While the voters have not yet spoken (although they’re getting an early start here), the betting markets are feeling less restraint. While the amount wagered online on the results of today’s presidential election — $16 million, according to one source — may seem frivolous, if not excessive, it’s a droplet compared to the obscene amounts spent by the candidates and their PACs, those truth-averse pustules accountable to no one. (Disclaimer: I voted for neither of the two Major Leading Brand candidates.)

If Mitt Romney is president-elect tomorrow, punters who wagered with Betfair will be out $25 million, as 78% of the action has been laid in favor of Barack Obama. The incumbent also enjoys favorable odds (a 71.5% chance of victory) at Intrade. However, online bookie Paddy Power could be very red in the face — and in the ledger if Romney bucks the odds and wins. Paddy Power is so confident (overconfident?) in its numbers it has already paid out $650,000 in pro-Obama wagers. Compound that with the $4 payout for every $1 wagered on a Romney victory and Paddy Power could get clocked something fierce. William Hill has been taking five-figure wagers both on the President and his Republican challenger, although the odds again heavily favor the current occupant of 1600 Pennsylvania Ave. Hill’s odds are, however, more inclined (5-2) toward a Romney popular-vote victory.

Alas, if any of you were hoping for a Chris Christie candidacy in 2016, William Hill has depressing news: According to its boffins, it’ll be Hillary Clinton against some permutation of the Romney/Paul Ryan duo. Care to wait four years to see if that bet pays off?

$89 Million Question. If dollars spent campaigning were votes cast, Question 7 would be a shoo-in with Maryland voters. MGM Resorts International is putting $45.3 million into the pro-Question 7 push, outspending its enemy, Penn National Gaming by $4 million. (Despite its opposition to the casino-expansion measure, Cordish Gaming has kept its wallet shut.) Even if Penn wins, its victory may be Pyrrhic, as it will be out $41.3 million with no discernible gain to show. Incidentally, this intra-industry tussle has seen more pro- and con- spending than the last four Maryland gubernatorial races combined. Considering the low rate of return on in the Old Line State, one can only look at the sheer volume of money splurged and borrow a phrase from Chris Berman: C’mon, man!

Regardless of Maryland, Penn continues pressing forward on some fronts and trying to hold the line on others. When Iowa regulators decided to retire Argosy Sioux City in favor of a dry-land casino, it looked as though Penn was erased from the picture, having fallen out with partner Missouri River Historical Development. However, it has vigorously elbowed its way back into the discussion. It is proposing two possible Hollywood Casino sites. If the downtown iteration is chosen, the $160 million facility will be done in stages — casino and amenities first, hotel later. The slightly more expensive rural version (pictured) would all be done in one go.

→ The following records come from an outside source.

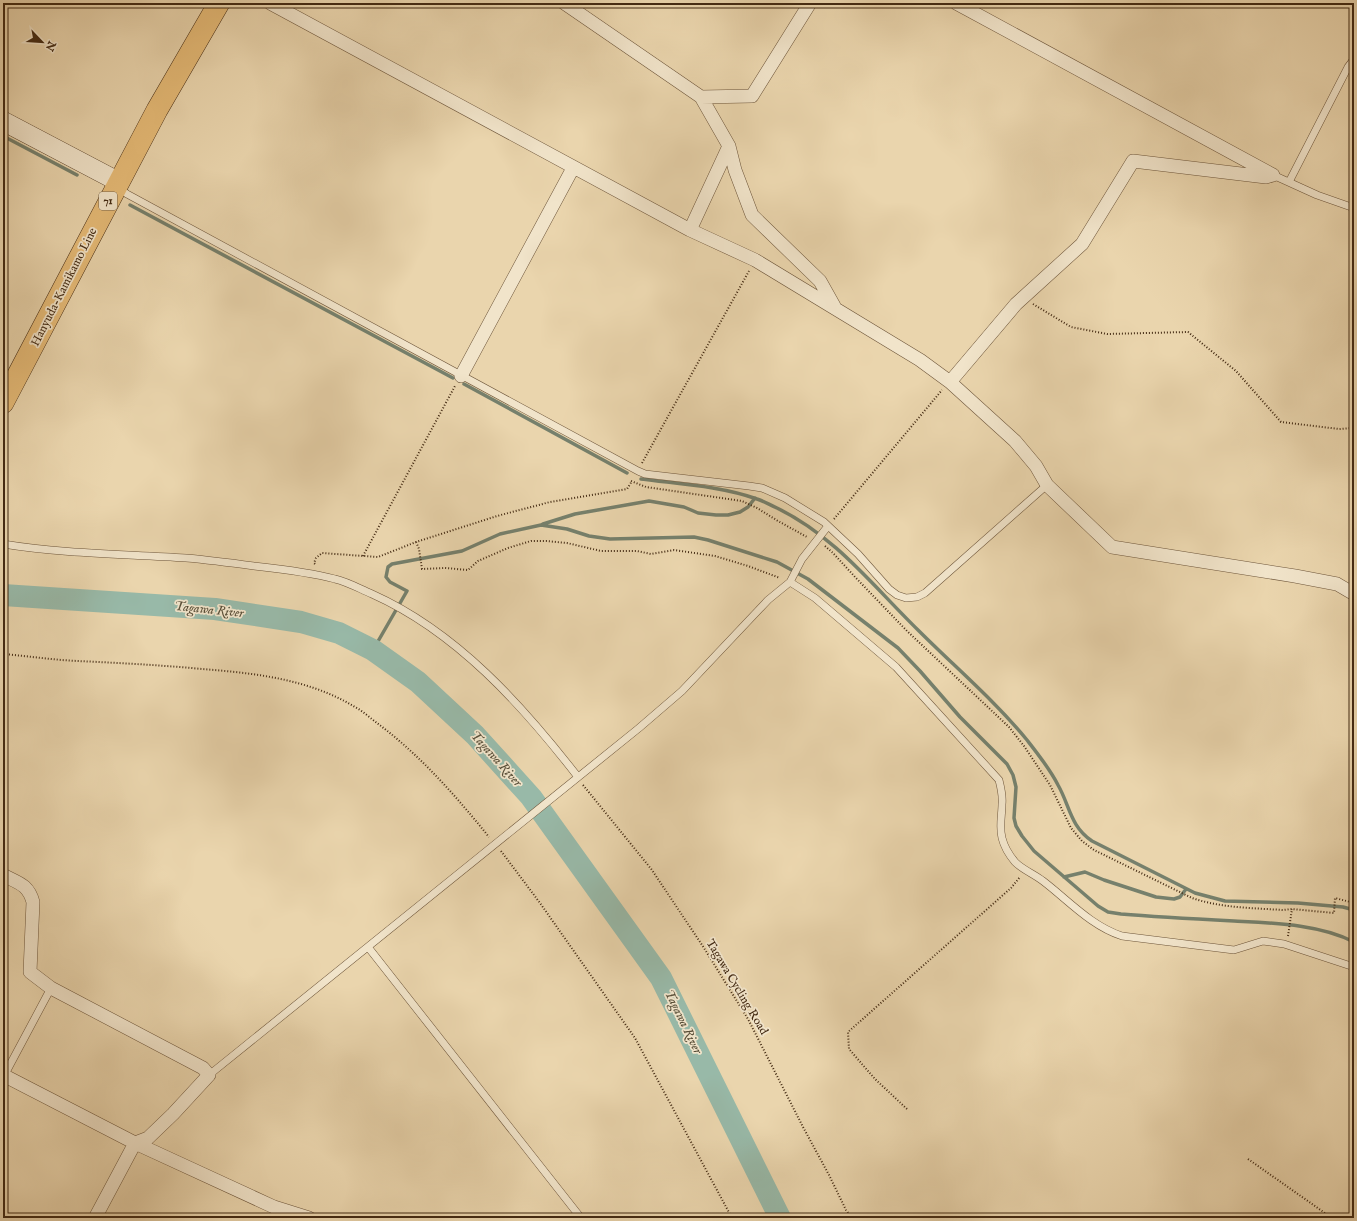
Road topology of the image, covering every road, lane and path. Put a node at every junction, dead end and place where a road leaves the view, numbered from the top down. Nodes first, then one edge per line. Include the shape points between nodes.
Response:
1 (219, 3) edge
2 (270, 3) edge
3 (564, 3) edge
4 (810, 3) edge
5 (956, 3) edge
6 (1354, 58) edge
7 (701, 97) junction
8 (3, 121) edge
9 (729, 146) junction
10 (573, 168) junction
11 (1273, 175) junction
12 (119, 182) junction
13 (1289, 182) junction
14 (1354, 208) edge
15 (690, 230) junction
16 (755, 260) junction
17 (1022, 297) junction
18 (835, 308) junction
19 (461, 376) junction
20 (950, 382) junction
21 (3, 403) edge
22 (1354, 428) edge
23 (638, 471) junction
24 (632, 482) junction
25 (1047, 484) junction
26 (828, 526) junction
27 (817, 540) junction
28 (416, 542) junction
29 (3, 544) edge
30 (363, 556) junction
31 (319, 566) dead end
32 (790, 582) junction
33 (1354, 594) edge
34 (3, 654) edge
35 (577, 780) junction
36 (496, 842) junction
37 (1025, 870) junction
38 (3, 875) edge
39 (1354, 903) edge
40 (1292, 910) junction
41 (1289, 934) dead end
42 (368, 947) junction
43 (1354, 967) edge
44 (51, 988) junction
45 (4, 1075) edge
46 (209, 1075) junction
47 (907, 1109) dead end
48 (135, 1143) junction
49 (1248, 1159) dead end
50 (96, 1218) edge
51 (309, 1218) edge
52 (581, 1218) edge
53 (732, 1218) edge
54 (852, 1218) edge
55 (1332, 1218) edge

1 - 12 main road, Hanyuda-Kamikamo Line / 71
2 - 10 street
3 - 7 street
4 - 7 street via 752,96
5 - 11 street
6 - 13 lane
7 - 9 street
8 - 12 street
9 - 15 street
9 - 18 street via 752,215 820,281
10 - 15 street
10 - 19 street
11 - 13 lane
11 - 17 street via 1266,177 1133,161 1082,244
12 - 19 lane via 127,194
12 - 21 main road, Hanyuda-Kamikamo Line / 71
13 - 14 lane
15 - 16 street
16 - 18 street
16 - 23 path
17 - 20 street
17 - 22 path via 1071,327 1107,334 1188,332 1236,371 1281,422 1339,429
18 - 20 street via 920,360
19 - 23 lane
19 - 30 path
20 - 25 street via 1015,441
20 - 26 path
23 - 24 path
23 - 26 lane via 645,474 762,488 785,498
24 - 27 path via 646,487 745,502
24 - 28 path via 627,489 550,502
25 - 26 lane via 925,593 917,597 906,598 889,589 858,554
25 - 33 street via 1112,547 1337,584
26 - 27 lane
27 - 32 lane via 802,559
27 - 40 path via 1009,727 1046,779 1070,828 1082,841 1094,850 1208,904
28 - 30 path via 378,557
28 - 32 path via 422,569 468,570 493,554 531,541 546,540 601,551 637,551 651,554 674,550 715,556
29 - 35 lane via 64,552 187,558 276,569 336,579 358,588 410,614 461,651 521,710 556,749
30 - 31 path via 322,553 314,563
32 - 35 lane via 768,600 682,690
32 - 37 lane via 815,598 896,666 999,780 1002,790 1002,838 1015,861
34 - 36 path via 230,671 273,676 310,687 356,707 403,743
35 - 36 lane
35 - 54 path, Tagawa Cycling Road via 652,870 704,948 748,1019
36 - 42 lane
36 - 53 path via 636,1038
37 - 43 lane via 1042,880 1089,919 1122,936 1234,950 1263,941 1284,944
37 - 47 path via 1011,888 848,1032 848,1048 875,1079
38 - 44 street via 27,888 31,894 33,902 30,972
39 - 40 path via 1335,898 1334,913
40 - 41 path
42 - 46 lane
42 - 52 lane
44 - 45 lane
44 - 46 street via 203,1068
45 - 48 street
46 - 48 street via 148,1138
48 - 50 street
48 - 51 street via 274,1207
49 - 55 path

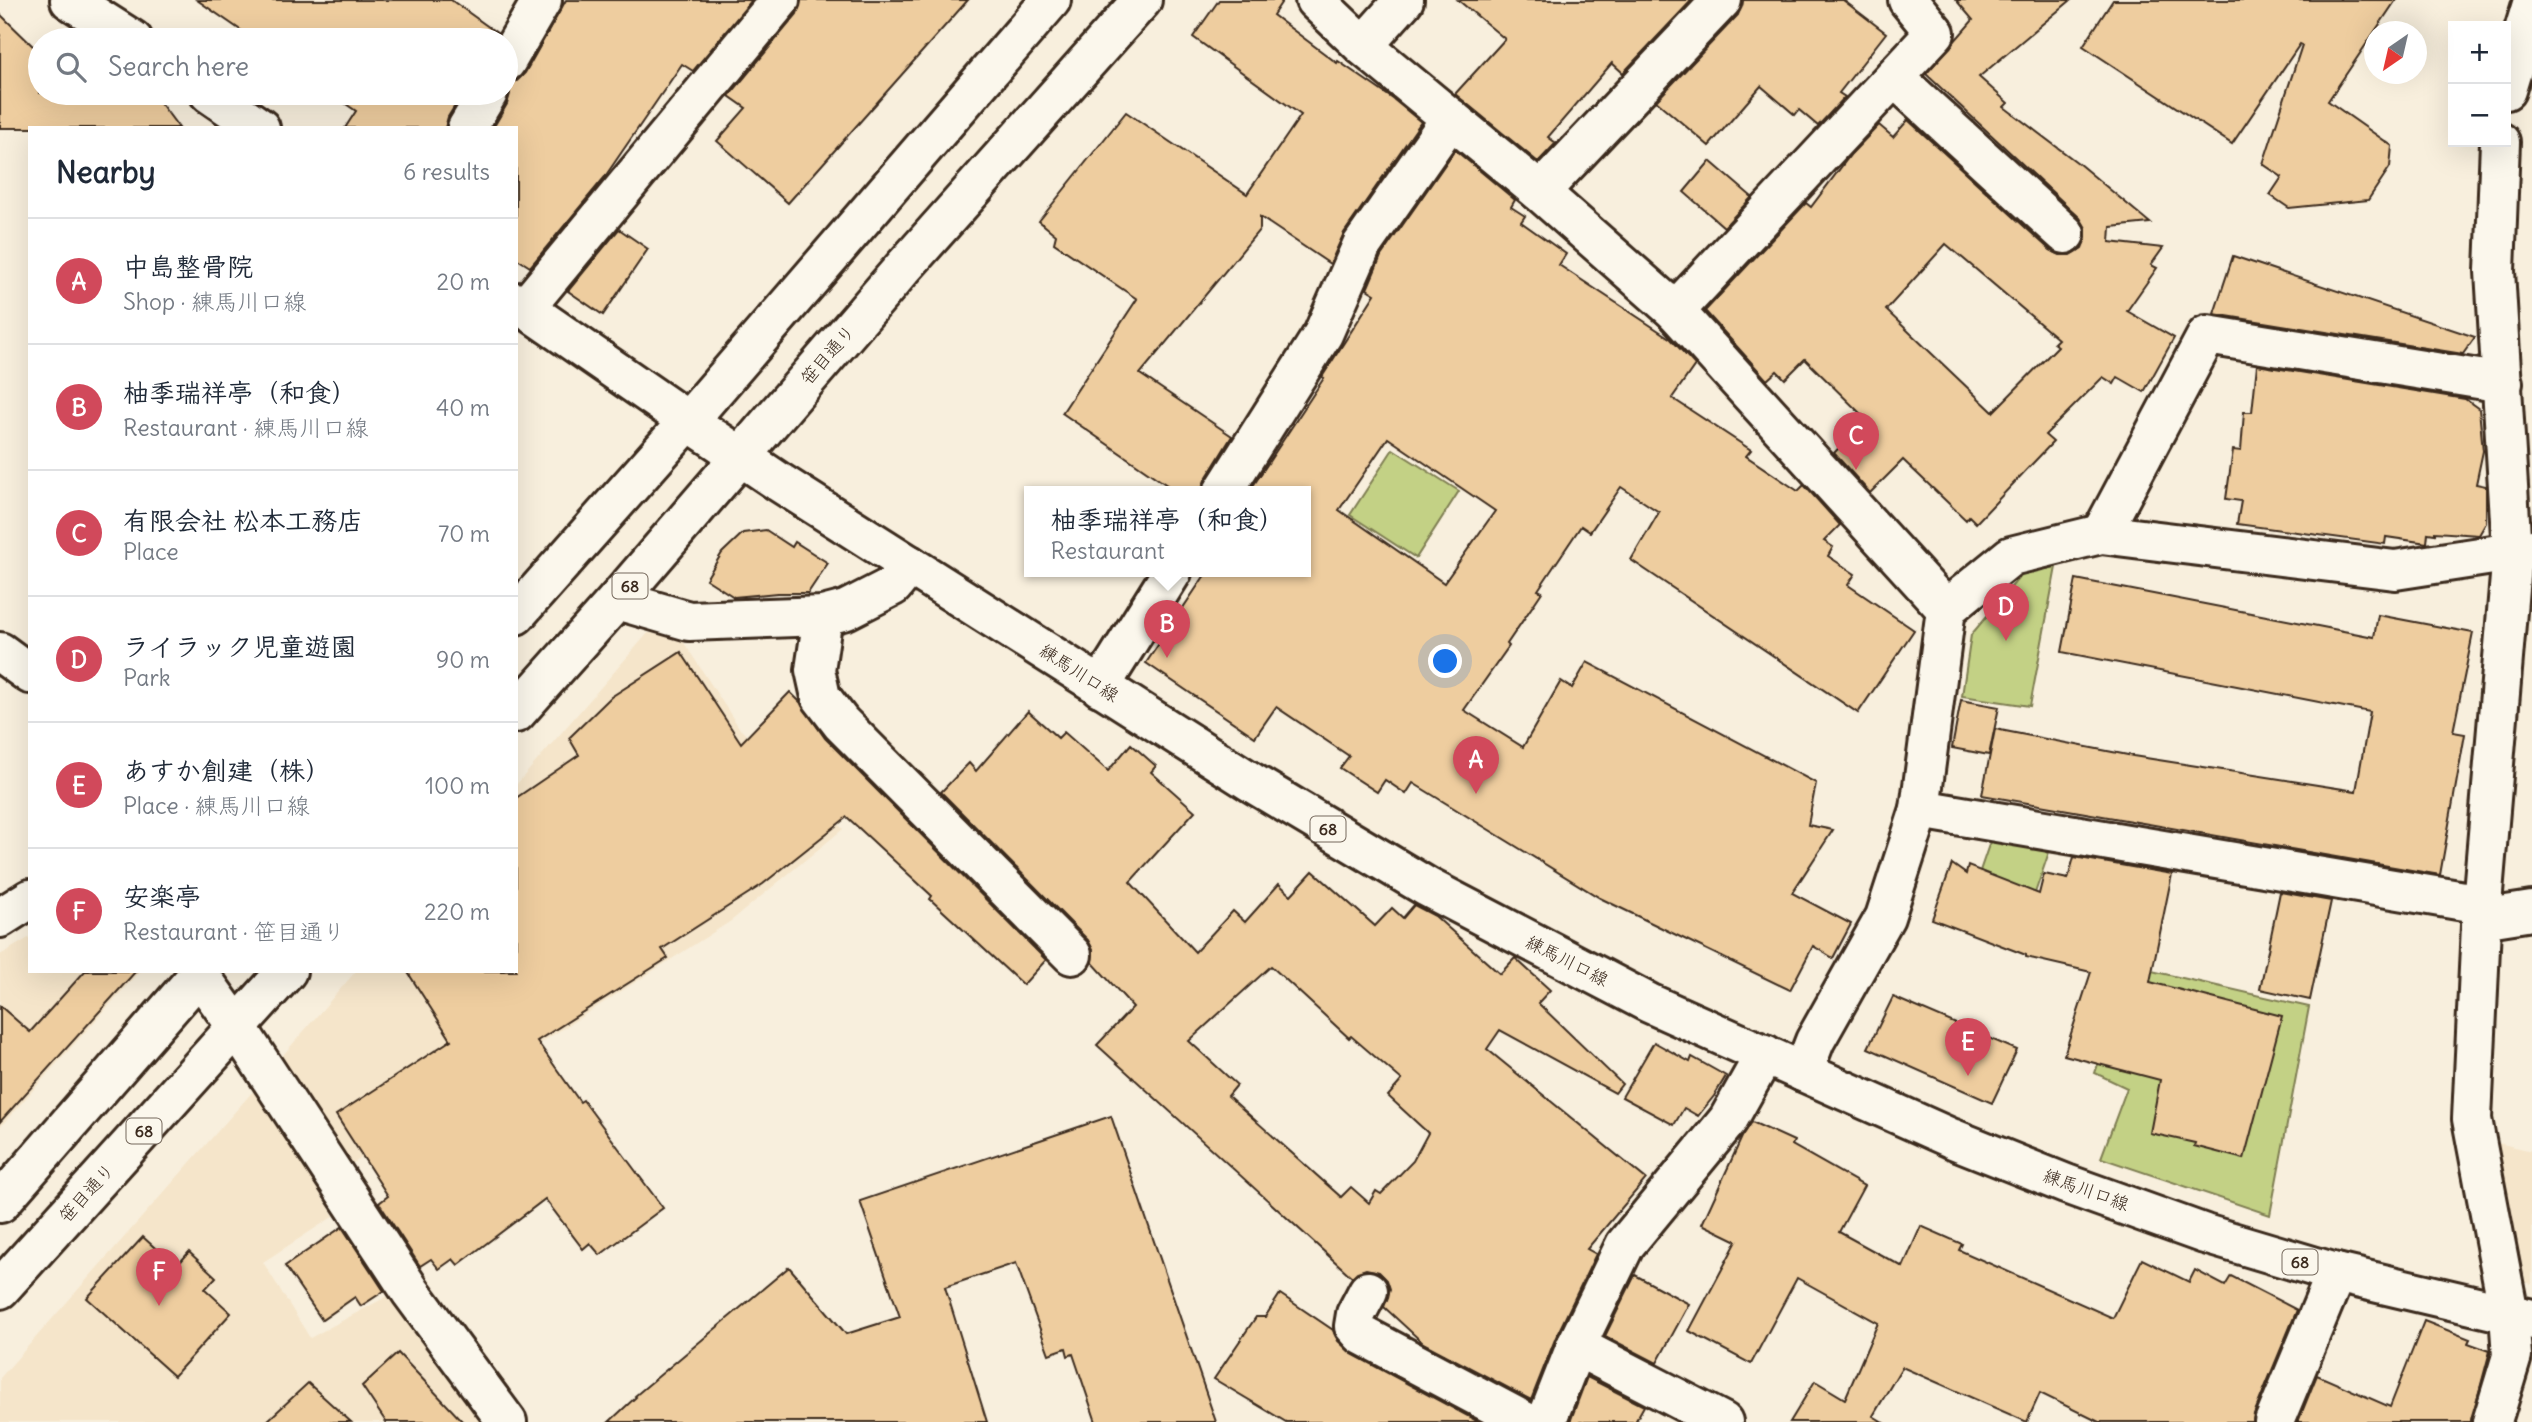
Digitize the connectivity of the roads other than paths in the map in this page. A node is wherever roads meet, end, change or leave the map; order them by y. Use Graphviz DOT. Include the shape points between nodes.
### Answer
graph roads {
  1 [pos="542,0"];
  2 [pos="780,0"];
  3 [pos="1051,0"];
  4 [pos="1142,0"];
  5 [pos="1315,0"];
  6 [pos="1404,0"];
  7 [pos="1723,0"];
  8 [pos="1908,0"];
  9 [pos="81,3"];
  10 [pos="2532,4"];
  11 [pos="116,28"];
  12 [pos="518,41"];
  13 [pos="1363,46"];
  14 [pos="1894,77"];
  15 [pos="2508,84"];
  16 [pos="226,105"];
  17 [pos="481,105"];
  18 [pos="1451,118"];
  19 [pos="257,126"];
  20 [pos="468,126"];
  21 [pos="2500,147"];
  22 [pos="1540,192"];
  23 [pos="2065,234"];
  24 [pos="521,305"];
  25 [pos="1675,312"];
  26 [pos="2502,383"];
  27 [pos="688,421"];
  28 [pos="740,457"];
  29 [pos="1227,486"];
  30 [pos="2101,534"];
  31 [pos="2522,551"];
  32 [pos="910,565"];
  33 [pos="1169,577"];
  34 [pos="617,600"];
  35 [pos="1946,609"];
  36 [pos="518,613"];
  37 [pos="822,616"];
  38 [pos="0,652"];
  39 [pos="28,673"];
  40 [pos="1100,687"];
  41 [pos="518,711"];
  42 [pos="1920,810"];
  43 [pos="28,900"];
  44 [pos="2482,911"];
  45 [pos="2532,911"];
  46 [pos="0,918"];
  47 [pos="1072,955"];
  48 [pos="200,973"];
  49 [pos="285,973"];
  50 [pos="237,1027"];
  51 [pos="1765,1054"];
  52 [pos="1803,1072"];
  53 [pos="0,1203"];
  54 [pos="2336,1273"];
  55 [pos="0,1289"];
  56 [pos="1368,1292"];
  57 [pos="2520,1317"];
  58 [pos="1576,1346"];
  59 [pos="507,1422"];
  60 [pos="1526,1422"];
  61 [pos="1546,1422"];
  62 [pos="1723,1422"];
  63 [pos="2274,1422"];
  64 [pos="2491,1422"];
  1 -- 12 [label="street"];
  2 -- 24 [label="street"];
  3 -- 27 [label="street"];
  4 -- 28 [label="street, 笹目通り"];
  5 -- 13 [label="street"];
  6 -- 13 [label="street"];
  7 -- 22 [label="street"];
  8 -- 14 [label="street" via="1935,33"];
  9 -- 11 [label="street"];
  10 -- 15 [label="street"];
  13 -- 18 [label="street"];
  14 -- 23 [label="street"];
  14 -- 25 [label="street"];
  16 -- 19 [label="street"];
  17 -- 20 [label="street"];
  18 -- 22 [label="street"];
  18 -- 29 [label="street" via="1362,245 1323,334"];
  21 -- 26 [label="street" via="2495,271"];
  22 -- 25 [label="street"];
  24 -- 27 [label="street, 練馬川口線"];
  25 -- 35 [label="street"];
  26 -- 30 [label="street" via="2207,335"];
  26 -- 31 [label="street"];
  27 -- 28 [label="street, 練馬川口線 / 68"];
  27 -- 36 [label="street"];
  28 -- 32 [label="street, 練馬川口線 / 68"];
  28 -- 34 [label="street, 笹目通り / 68"];
  30 -- 31 [label="street" via="2395,570"];
  30 -- 35 [label="street" via="2011,556"];
  31 -- 44 [label="street"];
  32 -- 37 [label="street" via="893,586 846,610"];
  32 -- 40 [label="street, 練馬川口線 / 68"];
  33 -- 40 [label="street"];
  34 -- 37 [label="street" via="689,621"];
  34 -- 41 [label="street, 笹目通り / 68"];
  35 -- 42 [label="street"];
  37 -- 47 [label="street" via="815,670 821,698"];
  38 -- 39 [label="street"];
  40 -- 51 [label="street, 練馬川口線 / 68" via="1427,887 1648,1003"];
  42 -- 44 [label="street"];
  42 -- 52 [label="street" via="1885,917 1815,1041"];
  43 -- 46 [label="street"];
  44 -- 45 [label="street"];
  44 -- 57 [label="street" via="2472,1119"];
  48 -- 50 [label="street"];
  48 -- 53 [label="street"];
  49 -- 50 [label="street, 笹目通り / 68"];
  50 -- 55 [label="street, 笹目通り / 68"];
  50 -- 59 [label="street" via="411,1292"];
  51 -- 52 [label="street, 練馬川口線 / 68"];
  51 -- 58 [label="street" via="1728,1120 1625,1245"];
  52 -- 54 [label="street, 練馬川口線 / 68" via="2066,1184 2206,1234"];
  54 -- 57 [label="street, 練馬川口線 / 68"];
  54 -- 63 [label="street"];
  56 -- 60 [label="street" via="1354,1326 1362,1335"];
  57 -- 64 [label="street"];
  58 -- 61 [label="street"];
  58 -- 62 [label="street"];
}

Penn’s main rival is the Ho-Chunk tribe, although dark-horse candidate Sioux City Entertainment has franchised the Hard Rock brand, the most recognizable name of any in contention.

Penn CEO Peter Carlino (below) is also taking the keys to Harrah’s Maryland Heights, a property that Caesars Entertainment sold for $610 million in quick cash, in a major strategic error, taking it out of the St. Louis market. Naturally, Penn will also put its Hollywood moniker on the casino, which is said to be long overdue for upgrades and will get $61 million of them. Since casino expansion in Illinois is more a matter of “when” than “if,” Carlino ought to start getting his Argosy Casino Alton player base into the Maryland Heights habit and position the low-grossing Alton facility for resale. The political culture in Illinois is so inimical to current operators that they should get out while the getting is good.